The quarterfinals of the 2006-07 Euroleague were the third of four stages of the annual Europe-wide club basketball competition.

Each quarterfinal was a best-of-three series between a first-place team in the Top 16 and a second-place team from a different group, with the first-place team receiving home advantage. Quarterfinals were played on April 3 and April 5, 2007, with third games played April 12 if necessary.

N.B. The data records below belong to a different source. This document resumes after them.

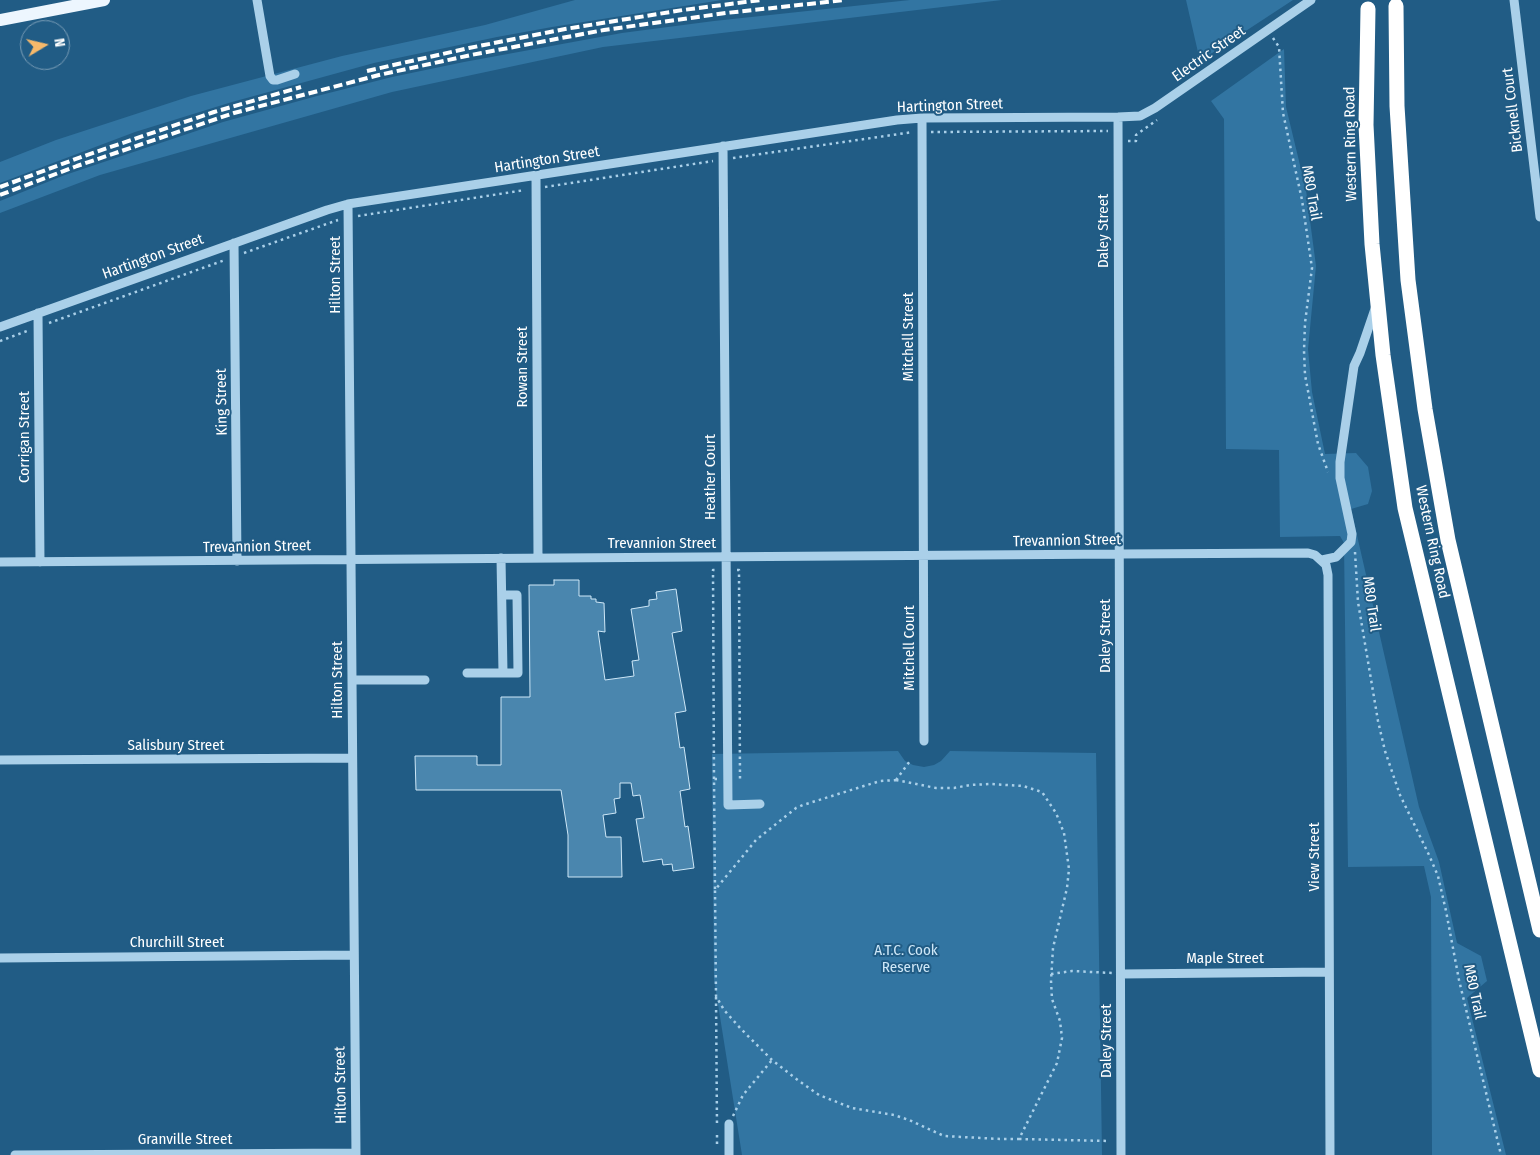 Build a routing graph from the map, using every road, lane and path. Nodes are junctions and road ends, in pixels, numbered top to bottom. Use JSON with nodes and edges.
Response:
{"nodes":[{"id":1,"x":104,"y":0,"type":"edge"},
{"id":2,"x":257,"y":0,"type":"edge"},
{"id":3,"x":1310,"y":0,"type":"edge"},
{"id":4,"x":1514,"y":0,"type":"edge"},
{"id":5,"x":1396,"y":6,"type":"dead end"},
{"id":6,"x":1368,"y":9,"type":"dead end"},
{"id":7,"x":0,"y":20,"type":"edge"},
{"id":8,"x":1279,"y":47,"type":"dead end"},
{"id":9,"x":296,"y":74,"type":"dead end"},
{"id":10,"x":1118,"y":117,"type":"junction"},
{"id":11,"x":1162,"y":117,"type":"dead end"},
{"id":12,"x":922,"y":118,"type":"junction"},
{"id":13,"x":922,"y":132,"type":"junction"},
{"id":14,"x":1118,"y":136,"type":"junction"},
{"id":15,"x":723,"y":146,"type":"junction"},
{"id":16,"x":723,"y":160,"type":"junction"},
{"id":17,"x":536,"y":176,"type":"junction"},
{"id":18,"x":536,"y":188,"type":"junction"},
{"id":19,"x":348,"y":204,"type":"junction"},
{"id":20,"x":1540,"y":217,"type":"edge"},
{"id":21,"x":349,"y":218,"type":"junction"},
{"id":22,"x":234,"y":243,"type":"junction"},
{"id":23,"x":234,"y":256,"type":"junction"},
{"id":24,"x":1378,"y":303,"type":"junction"},
{"id":25,"x":38,"y":313,"type":"junction"},
{"id":26,"x":0,"y":327,"type":"edge"},
{"id":27,"x":38,"y":327,"type":"junction"},
{"id":28,"x":0,"y":341,"type":"edge"},
{"id":29,"x":1330,"y":477,"type":"dead end"},
{"id":30,"x":1352,"y":534,"type":"junction"},
{"id":31,"x":1119,"y":554,"type":"junction"},
{"id":32,"x":923,"y":556,"type":"junction"},
{"id":33,"x":726,"y":557,"type":"junction"},
{"id":34,"x":501,"y":558,"type":"junction"},
{"id":35,"x":538,"y":558,"type":"junction"},
{"id":36,"x":352,"y":560,"type":"junction"},
{"id":37,"x":1322,"y":560,"type":"junction"},
{"id":38,"x":237,"y":561,"type":"junction"},
{"id":39,"x":0,"y":562,"type":"edge"},
{"id":40,"x":40,"y":562,"type":"junction"},
{"id":41,"x":502,"y":595,"type":"junction"},
{"id":42,"x":467,"y":673,"type":"dead end"},
{"id":43,"x":503,"y":673,"type":"junction"},
{"id":44,"x":352,"y":680,"type":"junction"},
{"id":45,"x":425,"y":680,"type":"dead end"},
{"id":46,"x":924,"y":741,"type":"dead end"},
{"id":47,"x":352,"y":758,"type":"junction"},
{"id":48,"x":0,"y":760,"type":"edge"},
{"id":49,"x":910,"y":761,"type":"dead end"},
{"id":50,"x":896,"y":780,"type":"junction"},
{"id":51,"x":760,"y":804,"type":"dead end"},
{"id":52,"x":1540,"y":930,"type":"edge"},
{"id":53,"x":354,"y":955,"type":"junction"},
{"id":54,"x":0,"y":958,"type":"edge"},
{"id":55,"x":1329,"y":972,"type":"junction"},
{"id":56,"x":1051,"y":974,"type":"junction"},
{"id":57,"x":1121,"y":974,"type":"junction"},
{"id":58,"x":716,"y":996,"type":"junction"},
{"id":59,"x":772,"y":1060,"type":"junction"},
{"id":60,"x":1540,"y":1070,"type":"edge"},
{"id":61,"x":729,"y":1124,"type":"joint"},
{"id":62,"x":1020,"y":1139,"type":"junction"},
{"id":63,"x":1121,"y":1142,"type":"junction"},
{"id":64,"x":717,"y":1146,"type":"dead end"},
{"id":65,"x":356,"y":1154,"type":"edge"},
{"id":66,"x":15,"y":1155,"type":"edge"},
{"id":67,"x":730,"y":1155,"type":"edge"},
{"id":68,"x":1121,"y":1155,"type":"edge"},
{"id":69,"x":1330,"y":1155,"type":"edge"},
{"id":70,"x":1501,"y":1155,"type":"edge"}],
"edges":[{"from":1,"to":7,"type":"main road"},
{"from":2,"to":9,"type":"street"},
{"from":3,"to":10,"type":"street","name":"Electric Street"},
{"from":4,"to":20,"type":"street","name":"Bicknell Court"},
{"from":5,"to":52,"type":"highway","name":"Western Ring Road"},
{"from":6,"to":24,"type":"highway","name":"Western Ring Road"},
{"from":8,"to":29,"type":"path","name":"M80 Trail"},
{"from":10,"to":12,"type":"street","name":"Hartington Street"},
{"from":10,"to":14,"type":"street","name":"Daley Street"},
{"from":11,"to":14,"type":"path"},
{"from":12,"to":13,"type":"street","name":"Mitchell Street"},
{"from":12,"to":15,"type":"street","name":"Hartington Street"},
{"from":13,"to":14,"type":"path"},
{"from":13,"to":16,"type":"path"},
{"from":13,"to":32,"type":"street","name":"Mitchell Street"},
{"from":14,"to":31,"type":"street","name":"Daley Street"},
{"from":15,"to":16,"type":"street","name":"Heather Court"},
{"from":15,"to":17,"type":"street","name":"Hartington Street"},
{"from":16,"to":18,"type":"path"},
{"from":16,"to":33,"type":"street","name":"Heather Court"},
{"from":17,"to":18,"type":"street","name":"Rowan Street"},
{"from":17,"to":19,"type":"street","name":"Hartington Street"},
{"from":18,"to":21,"type":"path"},
{"from":18,"to":35,"type":"street","name":"Rowan Street"},
{"from":19,"to":21,"type":"street","name":"Hilton Street"},
{"from":19,"to":22,"type":"street","name":"Hartington Street"},
{"from":21,"to":23,"type":"path"},
{"from":21,"to":36,"type":"street","name":"Hilton Street"},
{"from":22,"to":23,"type":"street","name":"King Street"},
{"from":22,"to":25,"type":"street","name":"Hartington Street"},
{"from":23,"to":27,"type":"path"},
{"from":23,"to":38,"type":"street","name":"King Street"},
{"from":24,"to":30,"type":"street"},
{"from":24,"to":60,"type":"highway","name":"Western Ring Road"},
{"from":25,"to":26,"type":"street","name":"Hartington Street"},
{"from":25,"to":27,"type":"street","name":"Corrigan Street"},
{"from":27,"to":28,"type":"path"},
{"from":27,"to":40,"type":"street","name":"Corrigan Street"},
{"from":30,"to":37,"type":"street"},
{"from":30,"to":70,"type":"path","name":"M80 Trail"},
{"from":31,"to":32,"type":"street","name":"Trevannion Street"},
{"from":31,"to":37,"type":"street","name":"Trevannion Street"},
{"from":31,"to":57,"type":"street","name":"Daley Street"},
{"from":32,"to":33,"type":"street","name":"Trevannion Street"},
{"from":32,"to":46,"type":"street","name":"Mitchell Court"},
{"from":33,"to":35,"type":"street","name":"Trevannion Street"},
{"from":33,"to":51,"type":"street","name":"Heather Court"},
{"from":34,"to":35,"type":"street","name":"Trevannion Street"},
{"from":34,"to":36,"type":"street","name":"Trevannion Street"},
{"from":34,"to":41,"type":"street"},
{"from":36,"to":38,"type":"street","name":"Trevannion Street"},
{"from":36,"to":44,"type":"street","name":"Hilton Street"},
{"from":37,"to":55,"type":"street","name":"View Street"},
{"from":38,"to":40,"type":"street","name":"Trevannion Street"},
{"from":39,"to":40,"type":"street","name":"Trevannion Street"},
{"from":41,"to":43,"type":"street"},
{"from":41,"to":43,"type":"street"},
{"from":42,"to":43,"type":"street"},
{"from":44,"to":45,"type":"street"},
{"from":44,"to":47,"type":"street","name":"Hilton Street"},
{"from":47,"to":48,"type":"street","name":"Salisbury Street"},
{"from":47,"to":53,"type":"street","name":"Hilton Street"},
{"from":49,"to":50,"type":"path"},
{"from":50,"to":56,"type":"path"},
{"from":50,"to":58,"type":"path"},
{"from":53,"to":54,"type":"street","name":"Churchill Street"},
{"from":53,"to":65,"type":"street","name":"Hilton Street"},
{"from":55,"to":57,"type":"street","name":"Maple Street"},
{"from":55,"to":69,"type":"street","name":"View Street"},
{"from":56,"to":57,"type":"path"},
{"from":56,"to":62,"type":"path"},
{"from":57,"to":63,"type":"street","name":"Daley Street"},
{"from":58,"to":59,"type":"path"},
{"from":58,"to":64,"type":"path"},
{"from":59,"to":61,"type":"path"},
{"from":59,"to":62,"type":"path"},
{"from":61,"to":67,"type":"street"},
{"from":62,"to":63,"type":"path"},
{"from":63,"to":68,"type":"street","name":"Daley Street"},
{"from":65,"to":66,"type":"street","name":"Granville Street"}]}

The winning teams advanced to the Final Four, held May 4 through May 6, 2007 at the Olympic Indoor Hall in Athens.

Quarterfinal 1

Results

Statistics

Total score: TAU Cerámica 179–148 Olympiacos.

Leading scorer: 41 points - Igor Rakočević , TAU Cerámica (1st game - 24 po., 2nd game - 17 po.)

Leading rebounder: 19 rebounds (DEF - 14, OFF - 5) - Luis Scola , TAU Cerámica (1st game - 9 reb., 2nd game - 10 reb.)

Assists leader: 8 assists - Scoonie Penn , Olympiacos (1st game - 3 ass., 2nd game - 5 ass.)

Leading shot blocker: 3 blocks - Luis Scola , TAU Cerámica (2nd game - 3 blocks).

Steals leader: 5 steals - 5 players.

Quarterfinal 2

Results

Statistics

Total score: CSKA Moscow 228–197 Maccabi Tel Aviv.

Leading scorer: 47 points - Trajan Langdon , CSKA Moscow (1st game - 16 po. 2nd game - 11 po. 3rd game - 20 po.)

Leading rebounder: 23 rebounds (DEF - 18, OFF - 4) - Nikola Vujčić , Maccabi Tel Aviv (1st game - 9 reb. 2nd game - 9 reb. 3rd game - 4 reb.)

Assists leader: 21 assists - Theodoros Papaloukas , CSKA Moscow (1st game - 8 ass. 2nd game - 3 ass. 3rd game - 10 ass.)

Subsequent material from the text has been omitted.